→ GOAL OF THE EXERCISE: Return nothing but the lines from the line containing "Build a routing" through the last line of the records, reproduced exactly.

→ RECORDS SHOWN:
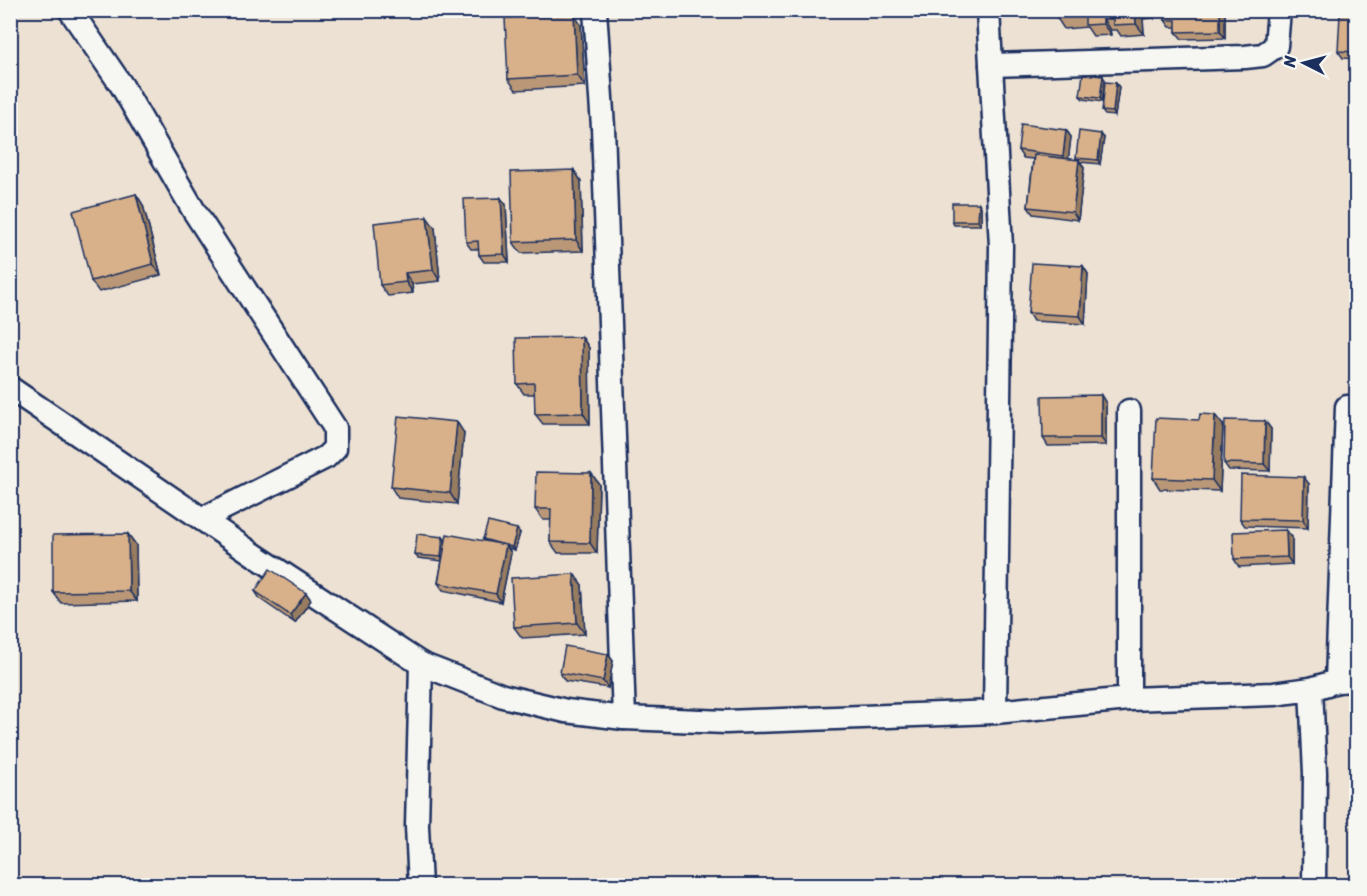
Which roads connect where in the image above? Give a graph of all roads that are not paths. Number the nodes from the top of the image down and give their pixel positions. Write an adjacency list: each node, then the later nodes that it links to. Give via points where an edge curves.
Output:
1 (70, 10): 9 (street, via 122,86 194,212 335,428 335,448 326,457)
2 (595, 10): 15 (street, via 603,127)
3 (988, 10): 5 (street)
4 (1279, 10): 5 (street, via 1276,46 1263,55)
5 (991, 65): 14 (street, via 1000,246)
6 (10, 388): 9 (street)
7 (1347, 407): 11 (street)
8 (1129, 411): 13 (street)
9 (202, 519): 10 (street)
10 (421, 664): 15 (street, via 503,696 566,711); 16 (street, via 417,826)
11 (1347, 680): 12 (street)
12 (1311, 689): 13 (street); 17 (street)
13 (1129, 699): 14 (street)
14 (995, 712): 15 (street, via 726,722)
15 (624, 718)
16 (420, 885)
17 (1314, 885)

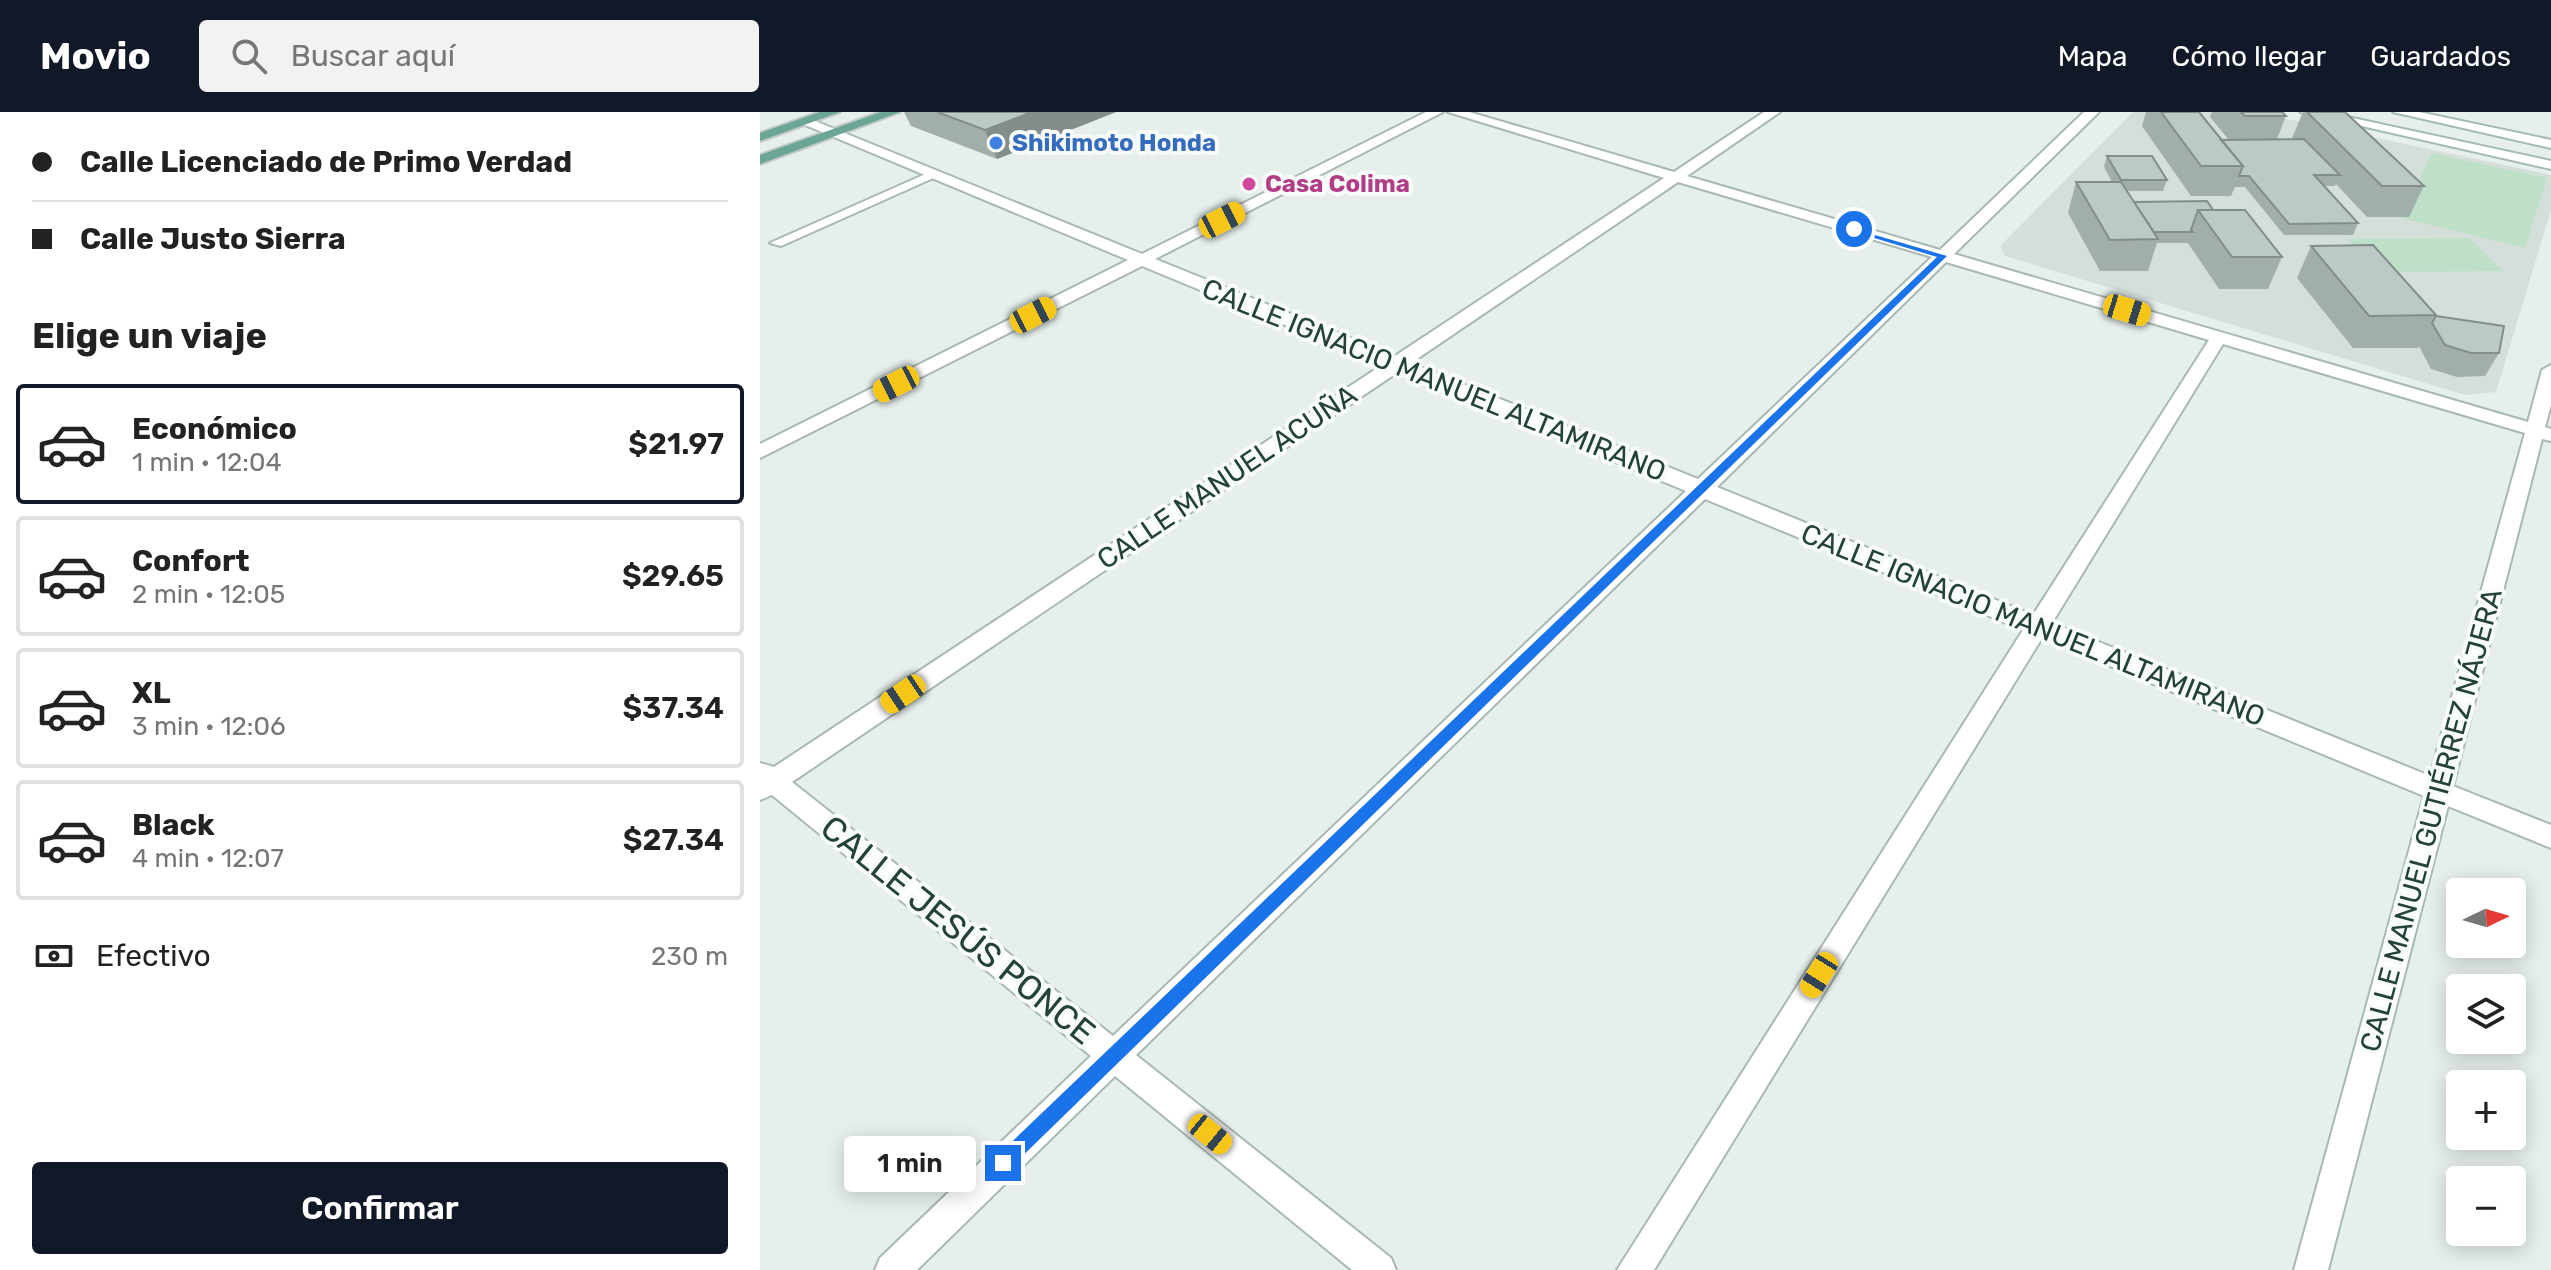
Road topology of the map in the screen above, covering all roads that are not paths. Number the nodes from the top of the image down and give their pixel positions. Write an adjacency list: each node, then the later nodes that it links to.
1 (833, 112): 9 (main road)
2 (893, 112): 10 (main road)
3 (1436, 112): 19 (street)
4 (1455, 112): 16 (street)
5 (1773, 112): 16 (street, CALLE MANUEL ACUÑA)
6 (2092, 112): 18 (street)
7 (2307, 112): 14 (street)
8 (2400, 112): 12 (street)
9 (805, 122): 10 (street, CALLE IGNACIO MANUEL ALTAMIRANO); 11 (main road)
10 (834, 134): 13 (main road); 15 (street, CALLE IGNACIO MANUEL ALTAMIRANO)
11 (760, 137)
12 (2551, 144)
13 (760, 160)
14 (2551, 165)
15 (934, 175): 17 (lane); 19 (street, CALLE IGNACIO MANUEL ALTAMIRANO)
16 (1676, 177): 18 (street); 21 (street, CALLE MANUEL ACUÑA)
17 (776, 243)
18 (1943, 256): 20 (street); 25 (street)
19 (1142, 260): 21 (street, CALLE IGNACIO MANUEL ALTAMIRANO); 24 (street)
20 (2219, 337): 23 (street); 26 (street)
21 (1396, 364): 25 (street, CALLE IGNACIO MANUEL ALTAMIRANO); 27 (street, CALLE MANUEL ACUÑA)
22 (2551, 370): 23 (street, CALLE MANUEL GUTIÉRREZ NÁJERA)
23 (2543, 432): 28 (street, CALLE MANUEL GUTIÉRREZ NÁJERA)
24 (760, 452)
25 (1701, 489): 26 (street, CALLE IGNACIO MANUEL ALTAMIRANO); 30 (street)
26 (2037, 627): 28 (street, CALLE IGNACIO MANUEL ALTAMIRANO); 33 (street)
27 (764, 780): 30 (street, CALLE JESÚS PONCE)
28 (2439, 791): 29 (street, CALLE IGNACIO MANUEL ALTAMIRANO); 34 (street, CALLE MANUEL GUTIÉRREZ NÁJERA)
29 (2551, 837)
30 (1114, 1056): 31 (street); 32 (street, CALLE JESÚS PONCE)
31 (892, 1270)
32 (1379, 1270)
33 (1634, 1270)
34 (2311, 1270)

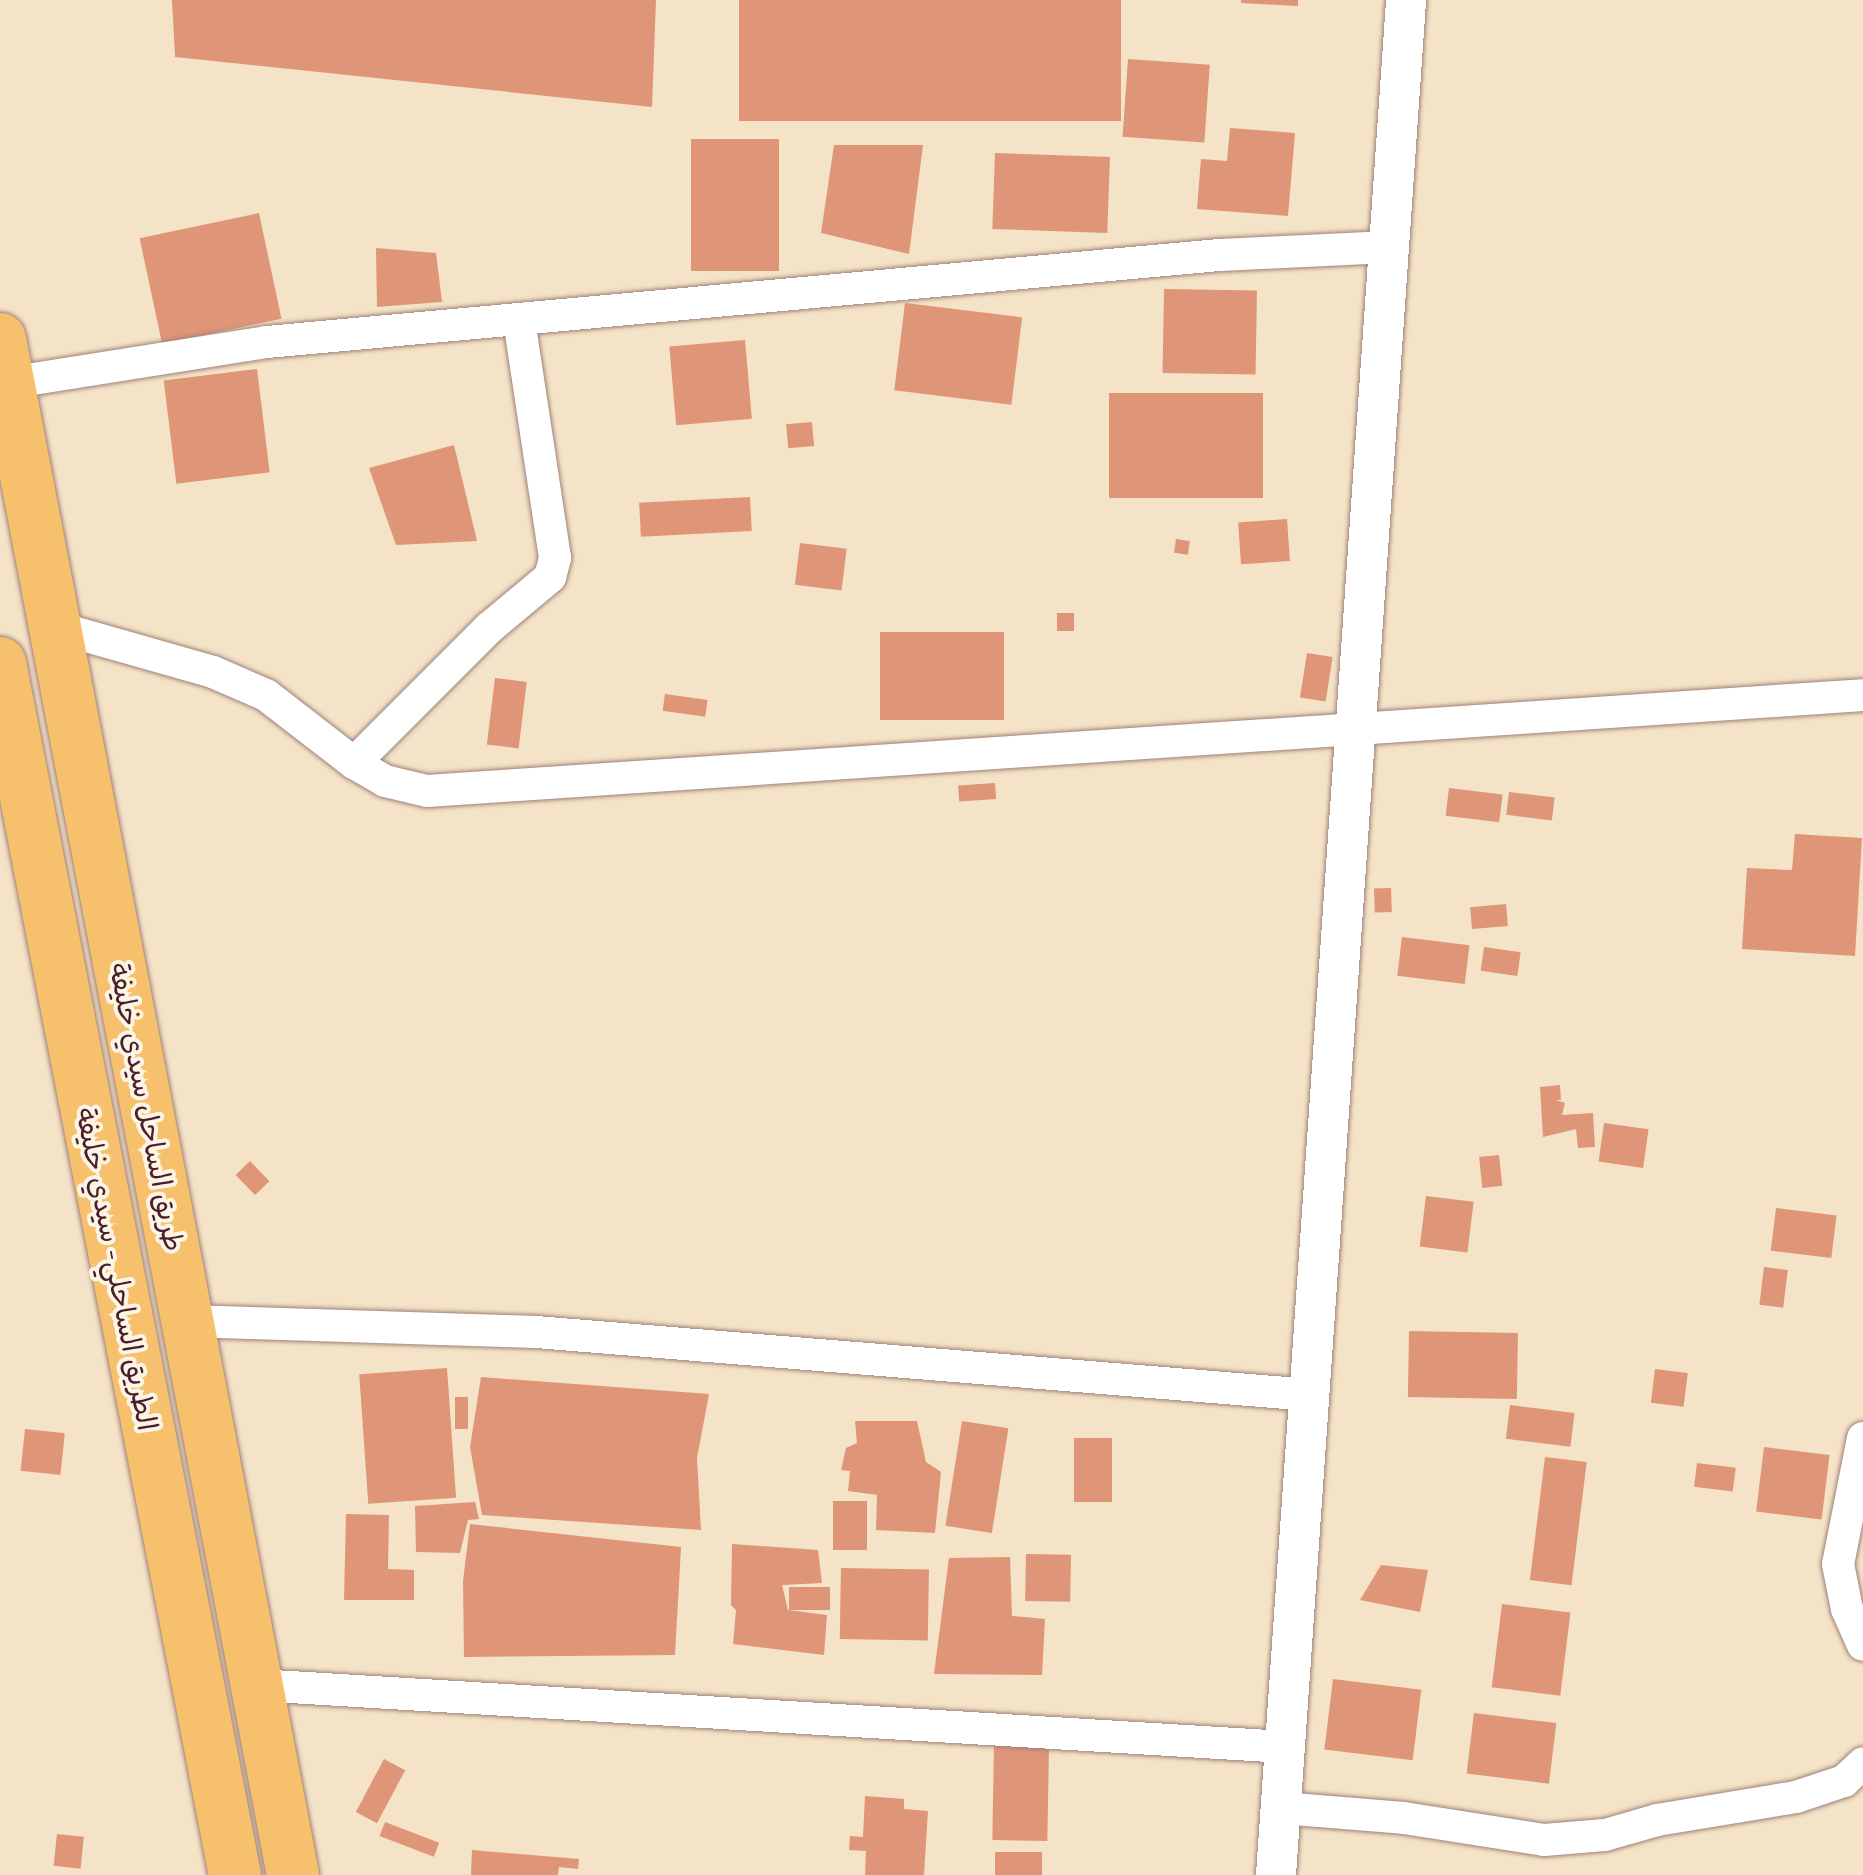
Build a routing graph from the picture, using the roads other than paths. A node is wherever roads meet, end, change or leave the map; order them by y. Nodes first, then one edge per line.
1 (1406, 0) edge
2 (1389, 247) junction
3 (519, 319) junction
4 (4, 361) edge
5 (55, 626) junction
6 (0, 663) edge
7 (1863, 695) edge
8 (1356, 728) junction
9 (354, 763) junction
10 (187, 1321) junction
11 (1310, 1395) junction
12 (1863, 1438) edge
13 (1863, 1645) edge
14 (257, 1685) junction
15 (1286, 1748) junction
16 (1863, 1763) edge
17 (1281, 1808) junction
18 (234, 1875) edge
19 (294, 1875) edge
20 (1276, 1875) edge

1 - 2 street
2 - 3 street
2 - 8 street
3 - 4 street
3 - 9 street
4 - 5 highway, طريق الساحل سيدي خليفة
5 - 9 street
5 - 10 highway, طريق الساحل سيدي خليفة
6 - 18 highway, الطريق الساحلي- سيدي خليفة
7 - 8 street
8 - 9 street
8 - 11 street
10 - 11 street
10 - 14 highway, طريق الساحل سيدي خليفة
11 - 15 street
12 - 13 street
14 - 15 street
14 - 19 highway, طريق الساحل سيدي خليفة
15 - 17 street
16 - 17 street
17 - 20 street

→ RESPONSE TO THIS EXERCISE:
Build a routing graph from the picture, using the roads other than paths. A node is wherever roads meet, end, change or leave the map; order them by y. Nodes first, then one edge per line.
1 (1406, 0) edge
2 (1389, 247) junction
3 (519, 319) junction
4 (4, 361) edge
5 (55, 626) junction
6 (0, 663) edge
7 (1863, 695) edge
8 (1356, 728) junction
9 (354, 763) junction
10 (187, 1321) junction
11 (1310, 1395) junction
12 (1863, 1438) edge
13 (1863, 1645) edge
14 (257, 1685) junction
15 (1286, 1748) junction
16 (1863, 1763) edge
17 (1281, 1808) junction
18 (234, 1875) edge
19 (294, 1875) edge
20 (1276, 1875) edge

1 - 2 street
2 - 3 street
2 - 8 street
3 - 4 street
3 - 9 street
4 - 5 highway, طريق الساحل سيدي خليفة
5 - 9 street
5 - 10 highway, طريق الساحل سيدي خليفة
6 - 18 highway, الطريق الساحلي- سيدي خليفة
7 - 8 street
8 - 9 street
8 - 11 street
10 - 11 street
10 - 14 highway, طريق الساحل سيدي خليفة
11 - 15 street
12 - 13 street
14 - 15 street
14 - 19 highway, طريق الساحل سيدي خليفة
15 - 17 street
16 - 17 street
17 - 20 street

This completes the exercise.